A short article I wrote on women in politics in Azerbaijan has been published in the March edition of the Caucasus Analytical Digest. When I say “short,” I mean 2,500 words…all of which can be downloaded on this page of the Centre for Security Studies/ETH Zurich website. Or, if you want the 1,000 word version, read on!
The title of the article is: “Representation, Reform and Resistance: Broadening Our Understanding of Women in Politics in Azerbaijan.” What that’s meant to convey is that no matter what country we’re talking about, women’s political empowerment cannot be measured by looking solely at formal political structures. Only by looking at what women are doing both inside and outside of the system do you get a full sense of the various roles women are playing in society and how this is (re)shaping gender ideology.
Azerbaijan makes an interesting case study, because of all the smoke and mirrors that go on around gender. The prominent role of the First Lady and her daughters suggests that women can certainly be recognised as political actors – and they really do give quite a performance. Large, showy conferences have been held on women’s rights issues, and Azerbaijan knows how to talk the talk when it comes to international gender discourse (as far as I know, the word gender is still relatively fashionable in Azerbaijan, as opposed to Armenia, where it’s become increasingly taboo). Yet at the same time, not a single cabinet minister is a woman. Out of 42 persons of ministerial rank (these include ministers and heads of various state committees), only one, Hijran Huseynova, is a woman. She’s – you guessed it – head of the State Committee for Family, Women and Children’s Affairs.
In parliament, women are a small but notable force (16%). In other countries, that might lead to the formation of a women’s inter-party caucus, but since the Milli Meclis is dominated by the New Azerbaijan Party, it’s hard to know who would join it.
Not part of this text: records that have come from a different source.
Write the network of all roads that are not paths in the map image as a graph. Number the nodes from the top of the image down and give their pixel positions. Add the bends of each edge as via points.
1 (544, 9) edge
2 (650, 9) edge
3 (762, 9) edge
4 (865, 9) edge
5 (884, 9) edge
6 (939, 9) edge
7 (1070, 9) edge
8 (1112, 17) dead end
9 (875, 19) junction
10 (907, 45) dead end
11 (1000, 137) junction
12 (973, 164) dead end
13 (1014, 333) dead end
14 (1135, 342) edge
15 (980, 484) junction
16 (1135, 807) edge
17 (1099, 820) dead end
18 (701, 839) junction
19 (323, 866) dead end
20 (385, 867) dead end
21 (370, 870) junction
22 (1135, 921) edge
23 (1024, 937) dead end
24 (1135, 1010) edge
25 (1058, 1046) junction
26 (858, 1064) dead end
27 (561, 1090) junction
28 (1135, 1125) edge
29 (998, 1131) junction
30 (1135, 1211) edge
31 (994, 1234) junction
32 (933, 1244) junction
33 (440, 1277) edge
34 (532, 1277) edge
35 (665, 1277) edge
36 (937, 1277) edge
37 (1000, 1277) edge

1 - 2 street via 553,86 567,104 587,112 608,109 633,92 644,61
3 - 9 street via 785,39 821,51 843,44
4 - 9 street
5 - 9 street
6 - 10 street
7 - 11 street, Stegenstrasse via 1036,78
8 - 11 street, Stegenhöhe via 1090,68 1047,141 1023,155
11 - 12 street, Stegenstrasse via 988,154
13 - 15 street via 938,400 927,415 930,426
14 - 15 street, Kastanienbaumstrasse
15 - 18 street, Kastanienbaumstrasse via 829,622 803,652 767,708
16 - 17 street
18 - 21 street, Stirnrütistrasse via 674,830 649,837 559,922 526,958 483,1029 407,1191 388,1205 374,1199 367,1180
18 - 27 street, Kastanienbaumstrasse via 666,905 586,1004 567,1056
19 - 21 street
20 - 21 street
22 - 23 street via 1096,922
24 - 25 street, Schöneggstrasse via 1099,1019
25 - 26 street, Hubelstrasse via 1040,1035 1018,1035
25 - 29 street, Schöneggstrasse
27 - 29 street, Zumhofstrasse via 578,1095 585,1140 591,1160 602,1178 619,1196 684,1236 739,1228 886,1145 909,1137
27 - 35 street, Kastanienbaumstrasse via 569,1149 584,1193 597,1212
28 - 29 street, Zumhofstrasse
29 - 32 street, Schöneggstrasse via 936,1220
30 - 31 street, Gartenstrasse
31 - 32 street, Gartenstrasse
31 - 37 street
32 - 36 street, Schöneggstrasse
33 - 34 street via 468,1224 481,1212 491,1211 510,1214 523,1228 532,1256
Women also performed extremely well in the most recent municipal elections, and now hold 35% of municipal posts. This appears to follow on from a directive from the New Azerbaijan Party, though women’s organisations arguably laid the groundwork by advocating for women’s increased participation at the municipal level for several years.
One of the more interesting things I came across when researching this article was the presentation by Hijran Huseynova to the United Nations Committee on Elimination of Discrimination Against Women. The review took place the same week in February I was writing the article, and it was the only mention I could find of a possible 40% quota for female candidates in the parliamentary elections next November. This would be an interesting development, but it raises some big questions: would a quota for female candidates help to narrow the gap in terms of the outcome of elections? Moreover, is it really an achievement for women/feminists if a party that has consolidated total rule over the state simply enforces a gender quota? Or is it more of a throwback to the not-so-far-distant communist past, when women also enjoyed the benefits of a quota system – only to find themselves stripped of representation overnight when the quotas were dropped as part of so-called democratic reforms?
The question that most occupies my mind right now is: what does it mean for women’s civil society organisations if a government whose democratic credentials are under severe suspicion appears to be championing women’s rights? That’s what I’m getting at in the second part of the article, where I talk about reform and resistance. While a lot of women are putting their energies into advocacy and lobbying – around gender quotas and a whole range of other legislative issues, with moderate success – others have become more involved in raising issues around human rights, democracy and political prisoners. In fact, two women, Leyla Yunus and Khadija Ismayil, are perhaps the best-known political prisoners in the country right now (at least, if you take into account the view from outside Azerbaijan). This isn’t simply because as women, they stir more sympathy. It’s because of the work that they have done and the contacts they have built up in international civil society – and the diplomatic community – for decades.
The politics of civil society in Azerbaijan is a murky, messy area, with no angels (though possibly a few devils), and in a way I’m not sorry that I only got to touch on it slightly. There were two other areas I would have loved to write about, but I would have had to write a whole other thesis just to access the information. One is the role of women in the Presidential Administration (which, I learned, does contain women, though I have no idea what they actually do), and the other is the role of women in the economic elites. I did read a number of newspaper articles that referred tantalisingly to the wives and daughters of male oligarchs, but refused to print their names (in some cases there are even photographs, which are lazily captioned “so-and-so with his wife,” no name given). How much power do these women have? How much agency? And there is a third area that I would love someone else to research, which is women’s religious agency.
That’s really everything in a nutshell – you can read the full article (here’s that link again) if you want some more detail on the political system or women in civil society. There are also some not-to-be-missed articles on Georgia by Karolina O’Beacháin Stefanczak (who edited the entire volume) and on Armenia by Gohar Shahnazaryan (who under another hat is a co-founder of the Women’s Resource Centre of Armenia). One thing that this edition definitely made clear to me – there’s enough intellectual puzzlement around women in the Caucasus to warrant a whole separate journal. The Caucasus Women’s Analytical Digest, anyone?